▸ **What the task asks**
Each line of data below must be printed exactly as written, with any pictures removed.

▸ **Study material**
━━━━━━

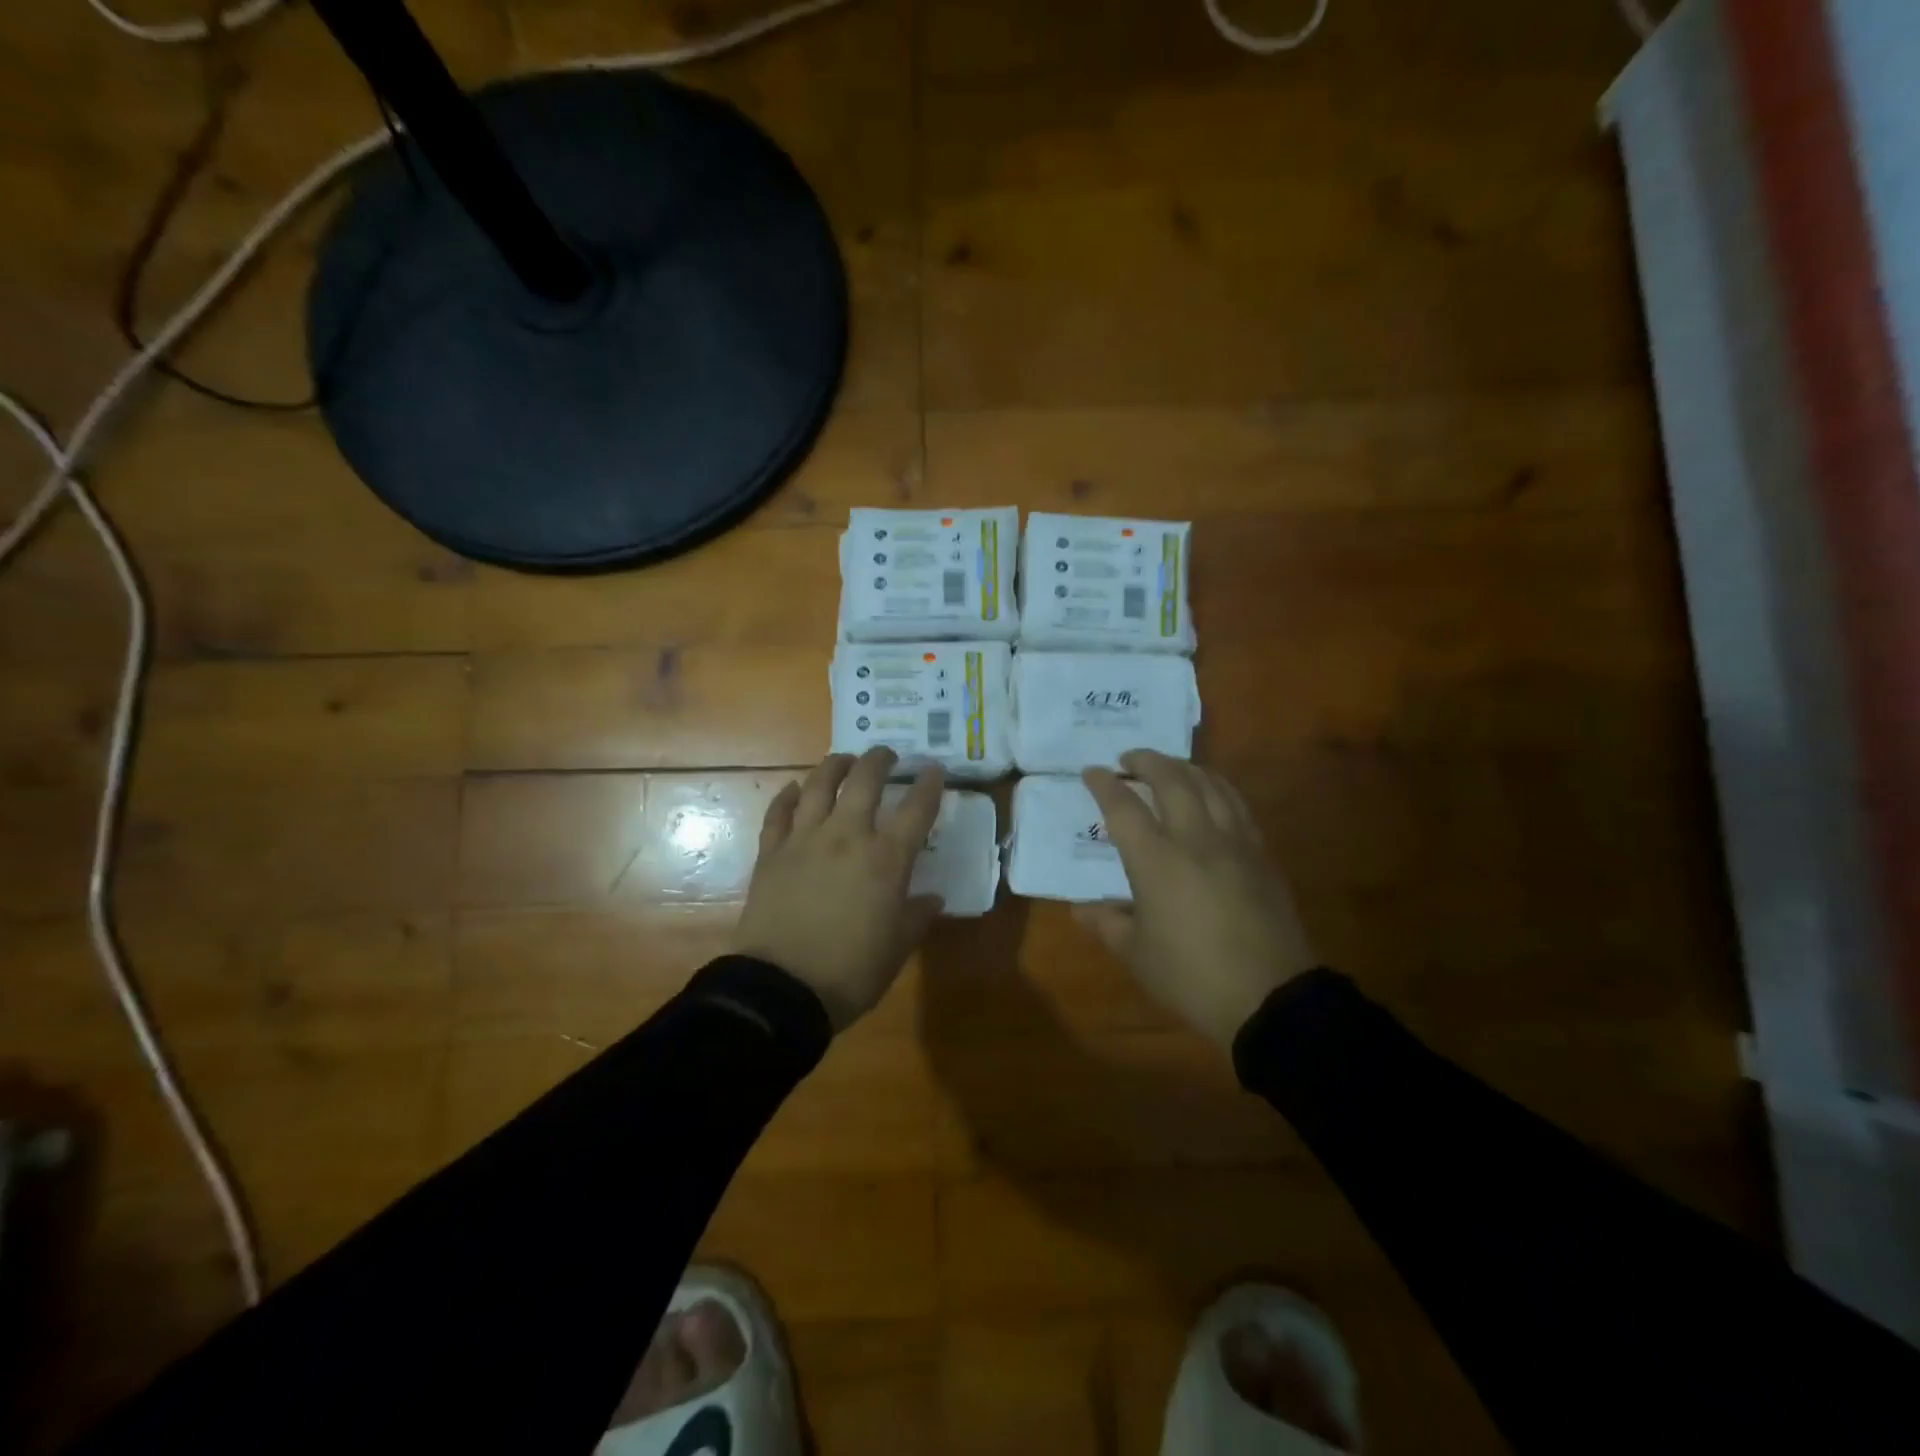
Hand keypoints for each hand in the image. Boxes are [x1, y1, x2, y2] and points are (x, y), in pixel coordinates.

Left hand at [732, 748, 944, 1030]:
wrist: (781, 989)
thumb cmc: (850, 972)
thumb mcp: (898, 948)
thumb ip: (917, 916)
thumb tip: (932, 898)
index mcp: (886, 859)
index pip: (916, 809)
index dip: (929, 784)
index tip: (934, 769)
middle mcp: (846, 836)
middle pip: (865, 780)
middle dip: (880, 760)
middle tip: (887, 755)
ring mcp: (804, 839)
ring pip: (820, 784)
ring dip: (835, 765)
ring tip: (844, 760)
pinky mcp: (771, 852)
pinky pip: (779, 812)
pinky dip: (788, 796)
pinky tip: (795, 789)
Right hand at [1077, 751, 1317, 1047]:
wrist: (1270, 998)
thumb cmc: (1192, 977)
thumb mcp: (1136, 954)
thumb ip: (1107, 923)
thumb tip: (1080, 909)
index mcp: (1157, 861)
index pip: (1124, 807)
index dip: (1104, 785)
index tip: (1091, 772)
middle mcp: (1196, 839)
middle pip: (1172, 779)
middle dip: (1147, 760)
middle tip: (1129, 759)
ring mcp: (1235, 843)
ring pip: (1210, 784)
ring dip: (1185, 767)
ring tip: (1170, 767)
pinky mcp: (1262, 855)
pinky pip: (1238, 805)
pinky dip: (1218, 787)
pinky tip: (1212, 793)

━━━━━━

▸ **Exercise result**
Hand keypoints for each hand in the image. Boxes are [x1, y1, x2, y2] and points are (x, y), in pixel coordinates.

Left hand at [732, 748, 944, 1030]:
wrist: (781, 989)
thumb cmc: (850, 972)
thumb mcp: (898, 948)
thumb ip: (917, 916)
thumb tip: (932, 898)
index mcp: (886, 859)
index pip: (916, 809)
index dip: (929, 784)
index tip: (934, 769)
middle mcp: (846, 836)
middle pip: (865, 780)
middle dip: (880, 760)
middle tip: (887, 755)
ring mcp: (804, 839)
ring pip: (820, 784)
ring dip: (835, 765)
ring tip: (844, 760)
pinky mcp: (771, 852)
pinky pip: (779, 812)
pinky dip: (788, 796)
pinky tip: (795, 789)
Right hand at [1077, 751, 1317, 1047]:
wrist: (1270, 998)
thumb cmc: (1192, 977)
thumb mcp: (1136, 954)
thumb ip: (1107, 923)
thumb tip: (1080, 909)
index mcp: (1157, 861)
index pip: (1124, 807)
index dip: (1104, 785)
index tip: (1091, 772)
middle mcp: (1196, 839)
middle pip: (1172, 779)
middle dip: (1147, 760)
middle tip: (1129, 759)
ring mcp: (1235, 843)
ring pip: (1210, 784)
ring dip: (1185, 767)
ring tip: (1170, 767)
pinky mcp: (1262, 855)
pinky pip: (1238, 805)
pinky dip: (1218, 787)
pinky tip: (1212, 793)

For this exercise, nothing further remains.